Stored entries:
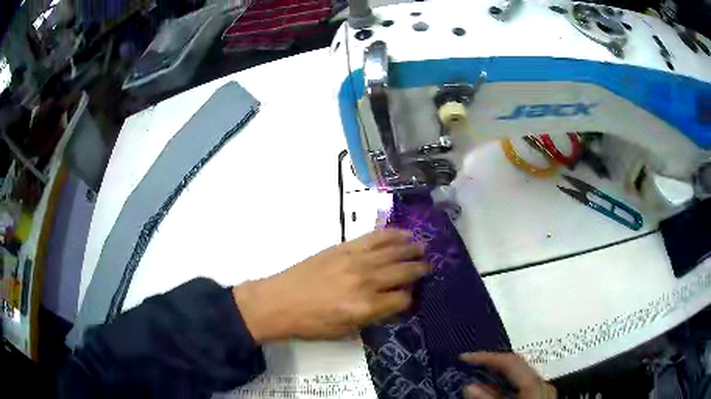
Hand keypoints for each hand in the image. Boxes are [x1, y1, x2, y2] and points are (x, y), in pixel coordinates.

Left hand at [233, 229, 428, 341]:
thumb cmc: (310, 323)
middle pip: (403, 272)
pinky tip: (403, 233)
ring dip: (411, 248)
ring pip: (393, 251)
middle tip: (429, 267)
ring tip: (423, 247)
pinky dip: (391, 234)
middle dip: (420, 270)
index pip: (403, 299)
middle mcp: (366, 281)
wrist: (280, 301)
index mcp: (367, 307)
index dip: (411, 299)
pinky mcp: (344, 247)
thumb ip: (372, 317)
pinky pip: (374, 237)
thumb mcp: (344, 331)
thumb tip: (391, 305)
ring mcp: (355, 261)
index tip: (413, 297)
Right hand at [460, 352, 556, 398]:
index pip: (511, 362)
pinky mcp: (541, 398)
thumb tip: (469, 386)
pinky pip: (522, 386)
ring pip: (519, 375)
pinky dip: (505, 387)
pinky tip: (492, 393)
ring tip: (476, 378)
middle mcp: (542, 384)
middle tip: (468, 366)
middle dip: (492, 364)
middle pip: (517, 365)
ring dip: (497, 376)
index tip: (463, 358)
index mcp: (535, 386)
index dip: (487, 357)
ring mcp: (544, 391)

...

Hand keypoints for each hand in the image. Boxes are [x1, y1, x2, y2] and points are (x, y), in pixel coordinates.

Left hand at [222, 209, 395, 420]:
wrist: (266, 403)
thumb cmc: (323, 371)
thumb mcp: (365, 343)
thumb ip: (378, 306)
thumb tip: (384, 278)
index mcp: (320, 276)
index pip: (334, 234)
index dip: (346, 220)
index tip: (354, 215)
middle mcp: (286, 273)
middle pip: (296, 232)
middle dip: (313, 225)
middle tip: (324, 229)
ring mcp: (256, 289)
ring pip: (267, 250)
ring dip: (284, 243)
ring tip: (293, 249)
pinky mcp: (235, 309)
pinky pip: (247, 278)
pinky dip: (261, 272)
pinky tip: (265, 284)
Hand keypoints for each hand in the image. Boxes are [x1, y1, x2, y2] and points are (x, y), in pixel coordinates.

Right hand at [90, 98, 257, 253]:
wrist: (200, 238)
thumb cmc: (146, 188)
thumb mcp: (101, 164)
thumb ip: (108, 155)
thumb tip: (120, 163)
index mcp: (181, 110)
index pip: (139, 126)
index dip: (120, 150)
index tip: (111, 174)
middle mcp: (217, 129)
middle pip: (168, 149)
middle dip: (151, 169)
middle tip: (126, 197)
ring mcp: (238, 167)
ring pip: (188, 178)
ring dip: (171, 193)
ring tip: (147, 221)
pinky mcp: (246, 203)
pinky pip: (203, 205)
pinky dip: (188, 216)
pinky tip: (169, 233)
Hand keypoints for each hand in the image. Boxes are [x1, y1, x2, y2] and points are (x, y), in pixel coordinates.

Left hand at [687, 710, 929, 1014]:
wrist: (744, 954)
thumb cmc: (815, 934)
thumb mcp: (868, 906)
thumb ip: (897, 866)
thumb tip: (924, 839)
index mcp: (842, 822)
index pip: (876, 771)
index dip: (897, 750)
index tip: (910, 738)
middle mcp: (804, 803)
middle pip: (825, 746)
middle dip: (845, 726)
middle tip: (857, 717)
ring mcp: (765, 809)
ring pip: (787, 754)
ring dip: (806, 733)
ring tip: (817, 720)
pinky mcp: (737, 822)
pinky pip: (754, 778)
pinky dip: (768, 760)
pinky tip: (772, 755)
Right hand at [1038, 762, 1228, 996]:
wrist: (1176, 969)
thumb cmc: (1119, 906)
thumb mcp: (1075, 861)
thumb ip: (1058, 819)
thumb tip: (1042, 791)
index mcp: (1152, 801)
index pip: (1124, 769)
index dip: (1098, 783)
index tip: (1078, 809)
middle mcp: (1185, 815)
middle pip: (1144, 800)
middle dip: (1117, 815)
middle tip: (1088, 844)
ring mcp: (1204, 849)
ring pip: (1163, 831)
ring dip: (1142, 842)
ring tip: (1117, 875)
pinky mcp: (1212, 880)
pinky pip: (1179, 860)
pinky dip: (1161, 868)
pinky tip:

--

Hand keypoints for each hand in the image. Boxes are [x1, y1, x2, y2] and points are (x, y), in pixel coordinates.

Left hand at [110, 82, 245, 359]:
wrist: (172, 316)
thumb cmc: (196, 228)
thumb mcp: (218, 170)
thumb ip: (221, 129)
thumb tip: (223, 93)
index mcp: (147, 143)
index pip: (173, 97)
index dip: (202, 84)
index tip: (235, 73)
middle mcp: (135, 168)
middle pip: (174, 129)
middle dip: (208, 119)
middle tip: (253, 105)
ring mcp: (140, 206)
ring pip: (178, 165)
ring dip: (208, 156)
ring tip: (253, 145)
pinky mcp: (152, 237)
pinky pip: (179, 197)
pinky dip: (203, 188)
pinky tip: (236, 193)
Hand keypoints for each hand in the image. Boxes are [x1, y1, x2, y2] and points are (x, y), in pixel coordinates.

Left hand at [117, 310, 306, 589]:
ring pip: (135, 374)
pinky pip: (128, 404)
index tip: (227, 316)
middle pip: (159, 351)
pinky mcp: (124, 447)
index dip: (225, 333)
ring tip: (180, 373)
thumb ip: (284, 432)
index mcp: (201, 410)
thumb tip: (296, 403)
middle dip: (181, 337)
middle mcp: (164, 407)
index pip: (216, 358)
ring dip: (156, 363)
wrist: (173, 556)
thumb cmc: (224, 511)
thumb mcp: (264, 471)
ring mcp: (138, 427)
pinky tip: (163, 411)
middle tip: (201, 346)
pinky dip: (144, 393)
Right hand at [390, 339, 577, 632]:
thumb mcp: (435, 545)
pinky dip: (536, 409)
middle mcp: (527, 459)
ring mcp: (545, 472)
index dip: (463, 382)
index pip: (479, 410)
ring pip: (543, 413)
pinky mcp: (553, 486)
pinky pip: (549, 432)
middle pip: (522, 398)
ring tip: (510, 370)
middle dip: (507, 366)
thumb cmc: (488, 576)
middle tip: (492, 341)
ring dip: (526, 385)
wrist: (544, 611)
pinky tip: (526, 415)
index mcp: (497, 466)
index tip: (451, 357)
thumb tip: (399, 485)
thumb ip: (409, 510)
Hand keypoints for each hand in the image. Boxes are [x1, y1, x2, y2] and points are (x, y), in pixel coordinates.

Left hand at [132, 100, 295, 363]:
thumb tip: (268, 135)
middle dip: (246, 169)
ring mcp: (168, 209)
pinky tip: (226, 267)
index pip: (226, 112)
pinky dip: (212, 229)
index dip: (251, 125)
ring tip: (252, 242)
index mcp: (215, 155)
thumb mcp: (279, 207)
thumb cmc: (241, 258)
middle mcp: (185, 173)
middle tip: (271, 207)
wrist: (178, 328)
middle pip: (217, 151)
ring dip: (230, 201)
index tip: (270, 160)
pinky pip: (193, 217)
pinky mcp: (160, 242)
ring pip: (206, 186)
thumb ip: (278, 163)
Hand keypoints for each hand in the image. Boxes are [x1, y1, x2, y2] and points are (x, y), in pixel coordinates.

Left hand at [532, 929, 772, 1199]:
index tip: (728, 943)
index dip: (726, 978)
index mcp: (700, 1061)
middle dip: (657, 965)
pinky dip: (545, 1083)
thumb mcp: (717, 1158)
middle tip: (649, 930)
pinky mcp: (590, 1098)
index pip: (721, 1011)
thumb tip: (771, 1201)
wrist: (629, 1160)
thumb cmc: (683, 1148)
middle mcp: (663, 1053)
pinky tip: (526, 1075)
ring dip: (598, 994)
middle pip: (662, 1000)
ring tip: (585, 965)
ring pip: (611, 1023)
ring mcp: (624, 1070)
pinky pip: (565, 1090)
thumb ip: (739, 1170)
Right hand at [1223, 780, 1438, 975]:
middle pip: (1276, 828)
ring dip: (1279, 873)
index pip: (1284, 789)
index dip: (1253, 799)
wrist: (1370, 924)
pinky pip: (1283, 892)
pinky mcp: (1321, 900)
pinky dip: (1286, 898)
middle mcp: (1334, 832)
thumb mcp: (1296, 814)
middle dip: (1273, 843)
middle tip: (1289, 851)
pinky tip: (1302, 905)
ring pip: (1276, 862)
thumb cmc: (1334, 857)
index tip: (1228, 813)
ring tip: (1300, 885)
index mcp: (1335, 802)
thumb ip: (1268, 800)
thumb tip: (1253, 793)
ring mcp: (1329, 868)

#### WORK TO COMPLETE
Find the line with "middle tip: (201, 346)" in the entries above. Retype it and each line after it, exactly, through the line with "ring mcp: (1329, 868)", and stop there.

#### REPLY TO THE EXERCISE
middle tip: (201, 346)
pinky dip: (144, 393)
Right hand at [390, 339, 577, 632]:
thumb mcp: (435, 545)
pinky dip: (536, 409)
middle mcp: (527, 459)
ring mcp: (545, 472)
index dip: (463, 382)
index pip: (479, 410)
ring pip: (543, 413)
pinky mcp: (553, 486)
pinky pip: (549, 432)
middle pip: (522, 398)
ring tip: (510, 370)
middle dip: (507, 366)
thumb cmc: (488, 576)
middle tip: (492, 341)
ring dip: (526, 385)
wrist: (544, 611)
pinky tip: (526, 415)
index mcp: (497, 466)
index tip: (451, 357)
thumb tip: (399, 485)
thumb ip: (409, 510)
Hand keypoints for each hand in the image. Boxes are [x1, y1, x2, y2] and points are (x, y), in pixel coordinates.

Left hand at [132, 100, 295, 363]:
thumb tip: (268, 135)
middle dip: (246, 169)
ring mcp: (168, 209)
pinky tip: (226, 267)
index pip: (226, 112)
pinky dip: (212, 229)
index dip: (251, 125)
ring tip: (252, 242)
index mcp: (215, 155)
thumb mcp: (279, 207)
thumb cmc: (241, 258)
middle mcp: (185, 173)
middle tip: (271, 207)
wrist: (178, 328)
middle pip: (217, 151)
ring dip: (230, 201)
index tip: (270, 160)
pinky pip: (193, 217)
pinky mcp: (160, 242)
ring pip: (206, 186)
thumb ip: (278, 163)
Hand keypoints for each hand in the image. Boxes are [x1, y1, x2, y2] and points are (x, y), in pixel coordinates.

Left hand at [532, 929, 772, 1199]:
index tip: (728, 943)
index dip: (726, 978)
index mcp: (700, 1061)
middle dip: (657, 965)
pinky dip: (545, 1083)
thumb mcp: (717, 1158)
middle tip: (649, 930)
pinky mcp: (590, 1098)
index pip: (721, 1011)
thumb tip: (771, 1201)
wrist: (629, 1160)
thumb cmc: (683, 1148)
middle mcp: (663, 1053)
pinky tip: (526, 1075)
ring dip: (598, 994)
middle pip: (662, 1000)
ring tip: (585, 965)
ring pip: (611, 1023)
ring mcp: (624, 1070)
pinky pip: (565, 1090)
thumb ip: (739, 1170)
Right hand at [1223, 780, 1438, 975]:
middle pip: (1276, 828)
ring dip: (1279, 873)
index pip: (1284, 789)
index dip: (1253, 799)
wrist: (1370, 924)
pinky pip: (1283, 892)
pinky mcp: (1321, 900)
pinky dip: (1286, 898)
middle mcp: (1334, 832)
thumb mcp: (1296, 814)
middle dip: (1273, 843)
middle tip: (1289, 851)
pinky tip: (1302, 905)
ring pip: (1276, 862)
thumb cmc: (1334, 857)
index tip: (1228, 813)
ring tip: (1300, 885)
index mcp: (1335, 802)
thumb ip: (1268, 800)
thumb tip: (1253, 793)
ring mcp: (1329, 868)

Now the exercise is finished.